## WHAT NEEDS TO BE DONE:
Wherever the string "async" appears in the listing, copy that line.

## DATA TO EXAMINE:
+--
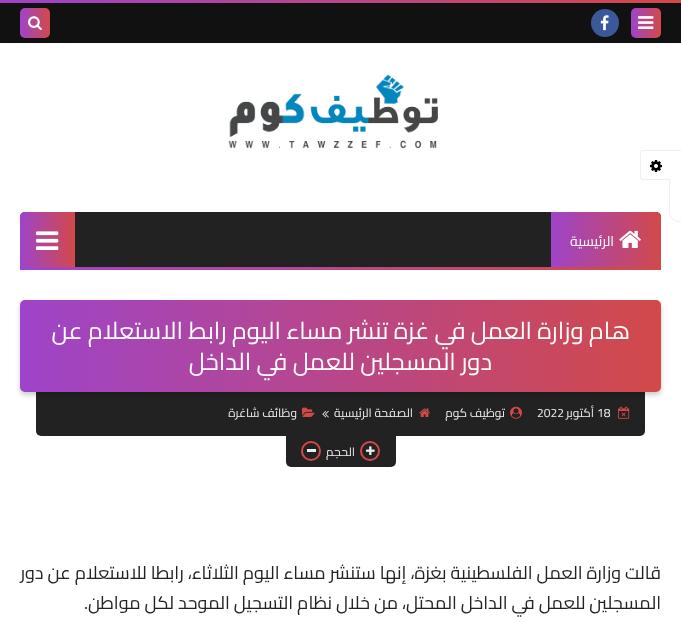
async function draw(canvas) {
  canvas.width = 681;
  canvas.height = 623;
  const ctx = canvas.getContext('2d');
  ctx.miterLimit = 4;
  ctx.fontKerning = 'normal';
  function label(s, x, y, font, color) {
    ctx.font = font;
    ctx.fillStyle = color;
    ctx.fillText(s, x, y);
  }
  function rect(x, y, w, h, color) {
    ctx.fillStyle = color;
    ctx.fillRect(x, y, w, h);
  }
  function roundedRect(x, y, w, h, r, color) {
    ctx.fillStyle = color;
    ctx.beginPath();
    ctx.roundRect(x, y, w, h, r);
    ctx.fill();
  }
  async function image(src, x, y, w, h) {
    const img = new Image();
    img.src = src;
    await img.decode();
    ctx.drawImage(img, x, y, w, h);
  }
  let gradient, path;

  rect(0, 0, 681, 623, '#fff');
  path = new Path2D('M669.5 150.5H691.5V221.5H679C674 221.5 669.5 217 669.5 212Z');
  ctx.strokeStyle = '#eee';
  ctx.stroke(path);
  ctx.beginPath();
  ctx.roundRect(640, 150, 30, 30, [3, 0, 0, 3]);
  ctx.fill();
  ctx.fillStyle = '#eee';
  path = new Path2D('M643 150H670V180H643C641.5 180 640 178.5 640 177V153C640 151.5 641.5 150 643 150ZM643 151H670V179H643C642 179 641 178 641 177V153C641 152 642 151 643 151Z');
  ctx.fill(path, 'evenodd');
  await image('assets/img1.png', 650, 160, 12, 12);
  gradient = ctx.createLinearGradient(681, 1.5, 0, 1.5);
  gradient.addColorStop(0, '#d24949');
  gradient.addColorStop(1, '#9e44c9');
  ctx.fillStyle = gradient;
  ctx.fillRect(0, 0, 681, 3);
  rect(0, 3, 681, 40, '#111');
  gradient = ctx.createLinearGradient(661, 23, 631, 23);
  gradient.addColorStop(0, '#d24949');
  gradient.addColorStop(1, '#9e44c9');
  ctx.fillStyle = gradient;
  ctx.beginPath();
  ctx.roundRect(631, 8, 30, 30, 5);
  ctx.fill();
  await image('assets/img2.png', 638, 16, 16, 13);
  ctx.fillStyle = '#3b5998';
  ctx.beginPath();
  ctx.arc(605, 23, 14, 0, 2 * Math.PI);
  ctx.fill();
  await image('assets/img3.png', 600, 15, 9, 16);
  gradient = ctx.createLinearGradient(50, 23, 20, 23);
  gradient.addColorStop(0, '#d24949');
  gradient.addColorStop(1, '#9e44c9');
  ctx.fillStyle = gradient;
  ctx.beginPath();
  ctx.roundRect(20, 8, 30, 30, 5);
  ctx.fill();
  await image('assets/img4.png', 28, 16, 14, 15);
  await image('assets/img5.png', 228, 74, 210, 75);
  roundedRect(20, 212, 641, 58, 5, '#222');
  gradient = ctx.createLinearGradient(661, 240, 551, 240);
  gradient.addColorStop(0, '#d24949');
  gradient.addColorStop(1, '#9e44c9');
  ctx.fillStyle = gradient;
  ctx.beginPath();
  ctx.roundRect(551, 212, 110, 55, [0, 5, 0, 0]);
  ctx.fill();
  await image('assets/img6.png', 619, 230, 22, 18);
  ctx.direction = 'rtl';
  label('الرئيسية', 614, 246, '14px Cairo', '#fff');
  gradient = ctx.createLinearGradient(75, 240, 20, 240);
  gradient.addColorStop(0, '#d24949');
  gradient.addColorStop(1, '#9e44c9');
  ctx.fillStyle = gradient;
  ctx.beginPath();
  ctx.roundRect(20, 212, 55, 55, [5, 0, 0, 0]);
  ctx.fill();
  await image('assets/img7.png', 36, 231, 23, 19);
  gradient = ctx.createLinearGradient(661, 269, 20, 269);
  gradient.addColorStop(0, '#d24949');
  gradient.addColorStop(1, '#9e44c9');
  ctx.fillStyle = gradient;
  ctx.fillRect(20, 267, 641, 3);
  ctx.fillStyle = '#222';
  ctx.beginPath();
  ctx.roundRect(36, 389, 609, 47, [0, 0, 5, 5]);
  ctx.fill();
  ctx.fillStyle = '#00000033';
  ctx.filter = 'blur(2.5px)';
  ctx.beginPath();
  ctx.roundRect(20, 303, 641, 92, 5);
  ctx.fill();
  ctx.filter = 'none';
  gradient = ctx.createLinearGradient(661, 346, 20, 346);
  gradient.addColorStop(0, '#d24949');
  gradient.addColorStop(1, '#9e44c9');
  ctx.fillStyle = gradient;
  ctx.beginPath();
  ctx.roundRect(20, 300, 641, 92, 5);
  ctx.fill();
  label('هام وزارة العمل في غزة تنشر مساء اليوم رابط الاستعلام عن', 630, 339, '24px Cairo', '#fff');
  label('دور المسجلين للعمل في الداخل', 492, 370, '24px Cairo', '#fff');
  await image('assets/img8.png', 618, 406, 12, 13);
  ctx.direction = 'ltr';
  label('18', 597, 417, '12px Cairo', '#eee');
  ctx.direction = 'rtl';
  label('أكتوبر', 594, 417, '12px Cairo', '#eee');
  ctx.direction = 'ltr';
  label('2022', 537, 417, '12px Cairo', '#eee');
  await image('assets/img9.png', 510, 406, 12, 13);
  ctx.direction = 'rtl';
  label('توظيف كوم', 505, 417, '12px Cairo', '#eee');
  await image('assets/img10.png', 419, 408, 11, 9);
  label('الصفحة الرئيسية', 413, 417, '12px Cairo', '#eee');
  await image('assets/img11.png', 322, 410, 7, 8);
  await image('assets/img12.png', 302, 407, 13, 10);
  label('وظائف شاغرة', 297, 417, '12px Cairo', '#eee');
  ctx.fillStyle = '#222';
  ctx.beginPath();
  ctx.roundRect(286, 436, 110, 31, [0, 0, 5, 5]);
  ctx.fill();
  ctx.beginPath();
  ctx.arc(370, 451, 9, 0, 2 * Math.PI);
  ctx.strokeStyle = '#d24949';
  ctx.lineWidth = 2;
  ctx.stroke();
  await image('assets/img13.png', 366, 446, 9, 9);
  label('الحجم', 355, 456, '12px Cairo', '#eee');
  ctx.beginPath();
  ctx.arc(311, 451, 9, 0, 2 * Math.PI);
  ctx.stroke();
  rect(307, 449, 9, 3, '#eee');
  label('قالت وزارة العمل الفلسطينية بغزة، إنها ستنشر مساء اليوم الثلاثاء، رابطا للاستعلام عن دور', 661, 579, '18px Cairo', '#222');
  label('المسجلين للعمل في الداخل المحتل، من خلال نظام التسجيل الموحد لكل مواطن.', 661, 609, '18px Cairo', '#222');
}

draw(document.querySelector('canvas'));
+--
## WRITTEN RESPONSE:
async function draw(canvas) {
  async function image(src, x, y, w, h) {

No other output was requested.